▶ [About this exercise]
The answer must consist of every line in the data below that holds the word "Left".

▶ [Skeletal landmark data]
▽
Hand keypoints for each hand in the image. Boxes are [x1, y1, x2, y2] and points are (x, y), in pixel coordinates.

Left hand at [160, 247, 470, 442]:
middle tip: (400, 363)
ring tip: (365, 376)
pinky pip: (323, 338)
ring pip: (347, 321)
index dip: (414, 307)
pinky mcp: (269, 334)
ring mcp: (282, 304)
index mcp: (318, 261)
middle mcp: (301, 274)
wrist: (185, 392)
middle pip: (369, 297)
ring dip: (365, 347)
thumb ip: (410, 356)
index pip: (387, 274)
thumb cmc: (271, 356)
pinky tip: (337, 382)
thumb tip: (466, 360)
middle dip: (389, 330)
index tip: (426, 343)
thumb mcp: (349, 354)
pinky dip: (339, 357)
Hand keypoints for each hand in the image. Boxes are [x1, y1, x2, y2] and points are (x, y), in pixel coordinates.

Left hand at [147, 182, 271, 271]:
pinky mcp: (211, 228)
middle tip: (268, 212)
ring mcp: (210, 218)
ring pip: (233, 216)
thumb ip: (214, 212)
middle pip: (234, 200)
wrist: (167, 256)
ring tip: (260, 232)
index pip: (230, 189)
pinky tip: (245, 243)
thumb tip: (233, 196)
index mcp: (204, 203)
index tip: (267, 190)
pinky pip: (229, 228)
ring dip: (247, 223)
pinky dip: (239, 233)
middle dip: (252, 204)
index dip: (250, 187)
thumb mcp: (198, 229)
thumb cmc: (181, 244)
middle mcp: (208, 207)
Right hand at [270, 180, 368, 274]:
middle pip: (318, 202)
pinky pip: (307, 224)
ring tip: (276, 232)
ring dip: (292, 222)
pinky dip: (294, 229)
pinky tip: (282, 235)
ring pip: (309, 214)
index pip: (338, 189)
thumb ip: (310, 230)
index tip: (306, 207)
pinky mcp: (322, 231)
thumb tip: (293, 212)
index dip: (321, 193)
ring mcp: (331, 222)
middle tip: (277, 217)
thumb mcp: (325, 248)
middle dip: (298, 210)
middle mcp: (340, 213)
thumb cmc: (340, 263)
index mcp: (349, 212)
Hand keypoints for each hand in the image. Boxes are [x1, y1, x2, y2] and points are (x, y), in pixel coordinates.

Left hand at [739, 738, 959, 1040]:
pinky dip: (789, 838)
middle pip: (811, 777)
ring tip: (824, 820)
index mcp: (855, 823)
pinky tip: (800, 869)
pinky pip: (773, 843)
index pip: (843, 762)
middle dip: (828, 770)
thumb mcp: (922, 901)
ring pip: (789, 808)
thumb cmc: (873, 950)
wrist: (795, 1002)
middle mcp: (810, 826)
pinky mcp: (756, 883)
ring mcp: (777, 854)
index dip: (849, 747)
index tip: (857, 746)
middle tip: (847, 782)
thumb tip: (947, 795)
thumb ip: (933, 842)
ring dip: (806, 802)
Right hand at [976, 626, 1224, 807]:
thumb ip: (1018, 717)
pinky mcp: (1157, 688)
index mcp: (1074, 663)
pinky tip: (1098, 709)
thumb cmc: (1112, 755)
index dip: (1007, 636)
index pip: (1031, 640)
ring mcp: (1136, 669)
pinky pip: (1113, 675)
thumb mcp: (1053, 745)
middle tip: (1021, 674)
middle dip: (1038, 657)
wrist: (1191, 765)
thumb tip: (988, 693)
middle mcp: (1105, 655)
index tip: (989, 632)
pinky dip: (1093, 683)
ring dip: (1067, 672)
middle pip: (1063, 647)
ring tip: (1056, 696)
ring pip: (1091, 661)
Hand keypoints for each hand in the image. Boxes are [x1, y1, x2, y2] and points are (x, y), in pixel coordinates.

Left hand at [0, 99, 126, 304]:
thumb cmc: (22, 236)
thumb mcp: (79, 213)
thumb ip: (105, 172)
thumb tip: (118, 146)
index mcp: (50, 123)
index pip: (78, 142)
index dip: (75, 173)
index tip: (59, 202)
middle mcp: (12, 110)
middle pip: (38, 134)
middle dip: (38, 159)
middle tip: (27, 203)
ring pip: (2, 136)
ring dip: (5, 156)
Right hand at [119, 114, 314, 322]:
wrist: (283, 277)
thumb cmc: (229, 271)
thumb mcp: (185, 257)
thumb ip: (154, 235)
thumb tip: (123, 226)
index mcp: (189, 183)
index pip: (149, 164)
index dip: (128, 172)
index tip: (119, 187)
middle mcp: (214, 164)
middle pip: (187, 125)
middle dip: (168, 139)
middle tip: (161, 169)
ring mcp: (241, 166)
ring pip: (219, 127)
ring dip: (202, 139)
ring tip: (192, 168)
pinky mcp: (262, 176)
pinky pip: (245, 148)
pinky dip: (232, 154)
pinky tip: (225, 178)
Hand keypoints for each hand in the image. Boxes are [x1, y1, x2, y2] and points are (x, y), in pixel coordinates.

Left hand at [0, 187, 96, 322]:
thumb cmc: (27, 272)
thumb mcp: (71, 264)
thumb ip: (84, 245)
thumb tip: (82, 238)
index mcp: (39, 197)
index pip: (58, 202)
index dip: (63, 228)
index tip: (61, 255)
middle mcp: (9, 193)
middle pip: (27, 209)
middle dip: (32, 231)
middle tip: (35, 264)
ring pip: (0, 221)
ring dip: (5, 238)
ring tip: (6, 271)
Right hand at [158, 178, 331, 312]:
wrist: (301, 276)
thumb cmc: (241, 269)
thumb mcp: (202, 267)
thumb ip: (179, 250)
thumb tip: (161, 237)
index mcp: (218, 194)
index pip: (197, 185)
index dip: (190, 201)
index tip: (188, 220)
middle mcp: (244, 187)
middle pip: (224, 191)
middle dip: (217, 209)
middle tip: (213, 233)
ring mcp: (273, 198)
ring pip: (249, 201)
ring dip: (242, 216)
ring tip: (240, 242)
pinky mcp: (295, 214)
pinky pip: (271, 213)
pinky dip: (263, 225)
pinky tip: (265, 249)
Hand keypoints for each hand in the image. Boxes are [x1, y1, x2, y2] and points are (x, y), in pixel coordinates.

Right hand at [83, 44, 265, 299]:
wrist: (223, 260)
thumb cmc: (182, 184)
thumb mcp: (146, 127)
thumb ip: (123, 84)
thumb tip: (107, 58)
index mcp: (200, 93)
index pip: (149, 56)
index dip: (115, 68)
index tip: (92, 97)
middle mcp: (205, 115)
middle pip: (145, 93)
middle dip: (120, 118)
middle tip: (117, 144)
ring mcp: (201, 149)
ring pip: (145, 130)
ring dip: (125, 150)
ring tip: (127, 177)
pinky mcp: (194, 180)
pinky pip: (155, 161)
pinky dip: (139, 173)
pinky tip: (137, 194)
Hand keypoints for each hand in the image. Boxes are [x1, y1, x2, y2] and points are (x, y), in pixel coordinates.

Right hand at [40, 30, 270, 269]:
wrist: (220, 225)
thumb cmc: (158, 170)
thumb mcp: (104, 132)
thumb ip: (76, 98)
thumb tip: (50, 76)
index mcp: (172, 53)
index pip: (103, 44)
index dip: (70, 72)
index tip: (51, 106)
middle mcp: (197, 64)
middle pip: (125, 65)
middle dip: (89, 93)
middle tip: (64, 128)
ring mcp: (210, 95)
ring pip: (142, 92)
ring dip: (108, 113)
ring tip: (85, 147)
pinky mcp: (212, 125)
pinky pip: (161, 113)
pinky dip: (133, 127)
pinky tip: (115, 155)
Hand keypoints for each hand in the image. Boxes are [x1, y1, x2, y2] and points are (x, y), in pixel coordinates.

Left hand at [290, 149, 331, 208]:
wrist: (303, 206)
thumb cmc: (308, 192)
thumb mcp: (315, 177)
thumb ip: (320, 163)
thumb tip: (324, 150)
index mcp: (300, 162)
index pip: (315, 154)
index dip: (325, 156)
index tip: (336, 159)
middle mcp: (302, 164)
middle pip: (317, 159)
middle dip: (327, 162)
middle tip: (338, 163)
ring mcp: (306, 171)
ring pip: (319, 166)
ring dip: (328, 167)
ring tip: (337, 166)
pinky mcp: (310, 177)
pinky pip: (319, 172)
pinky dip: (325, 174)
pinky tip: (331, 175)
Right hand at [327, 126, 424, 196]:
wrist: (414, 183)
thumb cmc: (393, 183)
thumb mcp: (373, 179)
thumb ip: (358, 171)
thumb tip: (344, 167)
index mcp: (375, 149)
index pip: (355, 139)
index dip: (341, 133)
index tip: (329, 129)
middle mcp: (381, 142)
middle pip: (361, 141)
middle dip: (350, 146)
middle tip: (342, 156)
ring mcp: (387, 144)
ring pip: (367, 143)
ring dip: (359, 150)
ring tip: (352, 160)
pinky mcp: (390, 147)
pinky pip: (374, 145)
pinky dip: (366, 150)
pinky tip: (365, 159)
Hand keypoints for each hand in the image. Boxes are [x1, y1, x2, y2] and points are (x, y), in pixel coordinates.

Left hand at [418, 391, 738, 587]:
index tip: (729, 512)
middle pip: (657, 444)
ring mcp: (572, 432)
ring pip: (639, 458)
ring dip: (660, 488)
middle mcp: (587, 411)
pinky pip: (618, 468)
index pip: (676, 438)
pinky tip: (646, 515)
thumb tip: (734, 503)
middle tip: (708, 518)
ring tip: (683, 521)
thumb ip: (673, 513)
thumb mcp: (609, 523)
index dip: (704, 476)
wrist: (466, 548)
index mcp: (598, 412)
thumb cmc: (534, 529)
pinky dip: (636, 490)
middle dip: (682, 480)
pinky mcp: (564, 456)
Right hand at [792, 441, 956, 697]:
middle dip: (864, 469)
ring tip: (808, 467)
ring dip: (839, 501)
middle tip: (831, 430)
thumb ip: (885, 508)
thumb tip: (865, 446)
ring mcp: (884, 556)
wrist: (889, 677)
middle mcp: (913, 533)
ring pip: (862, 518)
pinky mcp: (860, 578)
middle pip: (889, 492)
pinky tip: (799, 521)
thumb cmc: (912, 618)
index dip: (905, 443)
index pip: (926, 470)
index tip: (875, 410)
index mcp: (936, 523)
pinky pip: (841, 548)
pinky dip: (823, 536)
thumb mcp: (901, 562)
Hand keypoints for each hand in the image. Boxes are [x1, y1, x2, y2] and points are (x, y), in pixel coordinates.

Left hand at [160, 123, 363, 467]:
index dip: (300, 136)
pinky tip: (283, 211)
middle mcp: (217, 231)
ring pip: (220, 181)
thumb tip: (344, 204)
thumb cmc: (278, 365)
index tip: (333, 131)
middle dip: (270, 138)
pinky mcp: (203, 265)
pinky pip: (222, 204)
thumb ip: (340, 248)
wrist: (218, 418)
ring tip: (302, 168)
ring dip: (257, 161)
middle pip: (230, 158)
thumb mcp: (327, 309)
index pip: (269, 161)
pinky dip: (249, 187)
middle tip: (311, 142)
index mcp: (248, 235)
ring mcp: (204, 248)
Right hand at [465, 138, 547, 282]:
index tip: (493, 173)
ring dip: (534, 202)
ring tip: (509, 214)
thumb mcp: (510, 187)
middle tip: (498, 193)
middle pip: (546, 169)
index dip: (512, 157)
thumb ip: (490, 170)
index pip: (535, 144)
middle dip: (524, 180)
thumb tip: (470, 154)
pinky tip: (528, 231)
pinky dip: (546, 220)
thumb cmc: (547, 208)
△
▶ [Answer to this problem]
Left hand at [160, 247, 470, 442]:
Left hand at [147, 182, 271, 271]:
Left hand at [739, 738, 959, 1040]:
Left hand at [0, 99, 126, 304]:
Left hand at [0, 187, 96, 322]:
Left hand at [290, 149, 331, 208]:
Left hand at [418, 391, 738, 587]:
Left hand at [160, 123, 363, 467]:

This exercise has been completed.